Это был маленький берлинский плюшевый медведь, темно-коричневый, толстолапый, с умной сердитой мордой.
– Ну, не кружку же пивную вам дарить, не открытки с видами, – продолжал бормотать Митя, – а он вроде симпатичный. Медведь – символ Берлина. У него ошейник был со свастикой, я снял нафиг.
– Что ты оправдываешься? Мог вообще ничего не привозить. – Доктор понюхал игрушку. – Спасибо, вот подарок так подарок, детством моим пахнет…
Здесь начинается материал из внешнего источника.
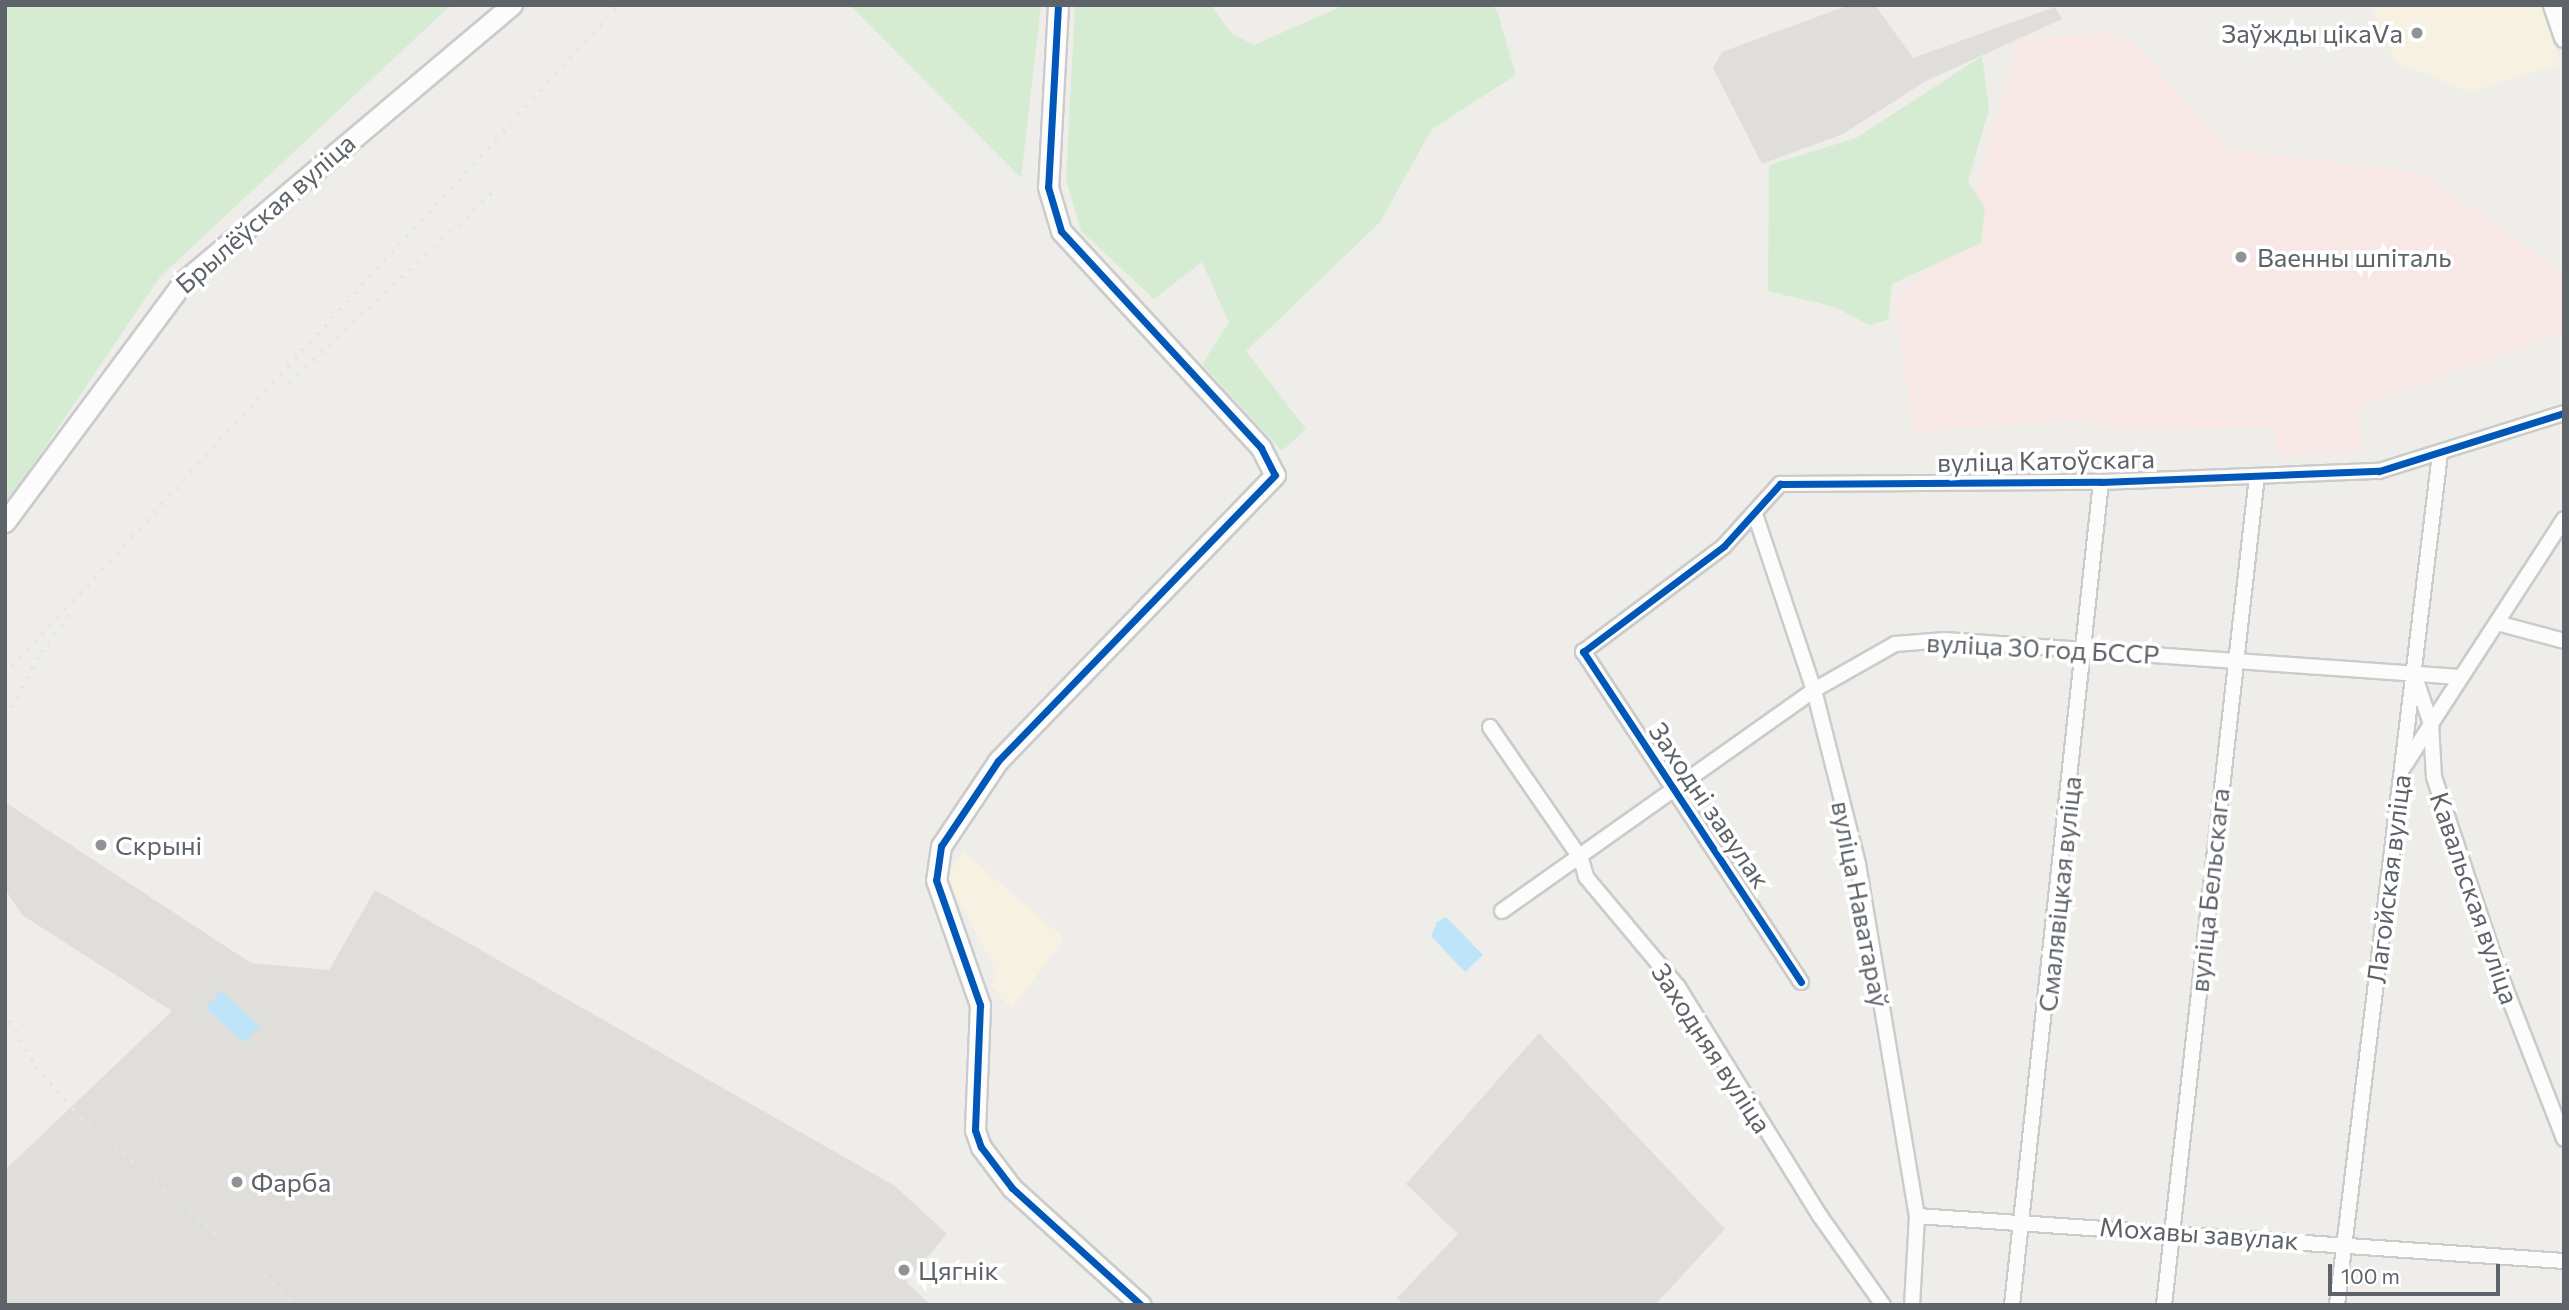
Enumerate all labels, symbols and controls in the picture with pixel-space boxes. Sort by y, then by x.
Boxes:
place label: Заўжды цікаVа [2221,17,2403,49]
marker: Заўжды цікаVа [2409,25,2425,41]
street label: Брылёўская вуліца [169,127,361,299]
place label: Ваенны шпіталь [2257,241,2452,273]
marker: Ваенны шпіталь [2231,247,2251,267]
street label: вуліца Катоўскага [1937,443,2155,477]
street label: вуліца 30 год БССР [1926,626,2160,670]
street label: Заходні завулак [1643,716,1777,894]
street label: Лагойская вуліца [2360,773,2416,985]
street label: Смалявіцкая вуліца [2031,775,2087,1013]
street label: вуліца Бельскага [2183,786,2235,994]
street label: Кавальская вуліца [2424,788,2526,1008]
street label: вуліца Наватараў [1826,798,1896,1010]
place label: Скрыні [115,829,202,861]
marker: Скрыні [93,837,109,853]
street label: Заходняя вуліца [1646,957,1778,1139]
place label: Фарба [251,1166,331,1198]
marker: Фарба [229,1174,245,1190]
street label: Мохавы завулак [2098,1210,2300,1256]
scale bar [2331,1250,2502,1294]
place label: Цягнік [918,1254,998,1286]
marker: Цягнік [896,1262,912,1278]
text: 100 m [2341,1263,2400,1288]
На лыжах Карл Рихардович катался неплохо. Он часто проводил занятия на природе. С апреля по октябрь устраивал для немецкой группы нечто вроде берлинских пикников в лесу, на берегу маленького чистого пруда. Зимой отправлялся со своими курсантами на лыжные прогулки.
Как только выехали к опушке, Митя остановился, снял варежки, набрал в руки снег и протер лицо.
– Ну вот, теперь можно жить дальше.
– Устал?
– Не то слово. Противно. Лебезим перед ними, откупаемся поставками, а в итоге они на нас нападут.
– Почему ты так думаешь?
– Не думаю. Чувствую. Ненавидят они нас. С улыбочкой, с любезным подходцем, дружба-фройдшафт, но все равно мы для них недочеловеки.
– Для Гитлера все недочеловеки.
– Не-ет, – задумчиво протянул Митя, – британцев он уважает. Строго по теории. Арийцы.
– Но пока он с ними воюет, при всем к ним уважении, ему сотрудничать с нами выгодно, – возразил Карл Рихардович и тут же подумал, как странно из его уст звучит это «они» и «мы».
– Выгодно, – кивнул Митя, – даже слишком. Наглеют с каждым днем, они-то со своими поставками запаздывают, а мы свои увеличиваем, все точненько в срок. Золота семь тонн, это же охренеть, собственными руками, сто ящиков золотых слитков доставил, битте, господа фашисты, кушайте на здоровье. Последним гадом себя чувствую. Действовал согласно приказу, а кажется, будто из родного дома золото это украл и врагу отдал.
Карл Рихардович резко остановился, воткнул палки в снег.
– Все, Митя, ты ничего не говорил, я ничего не слышал. Давай сменим тему.
Ответом был внезапный судорожный детский всхлип. Лейтенант Родионов шмыгал покрасневшим носом. В глазах стояли дрожащие лужицы слез.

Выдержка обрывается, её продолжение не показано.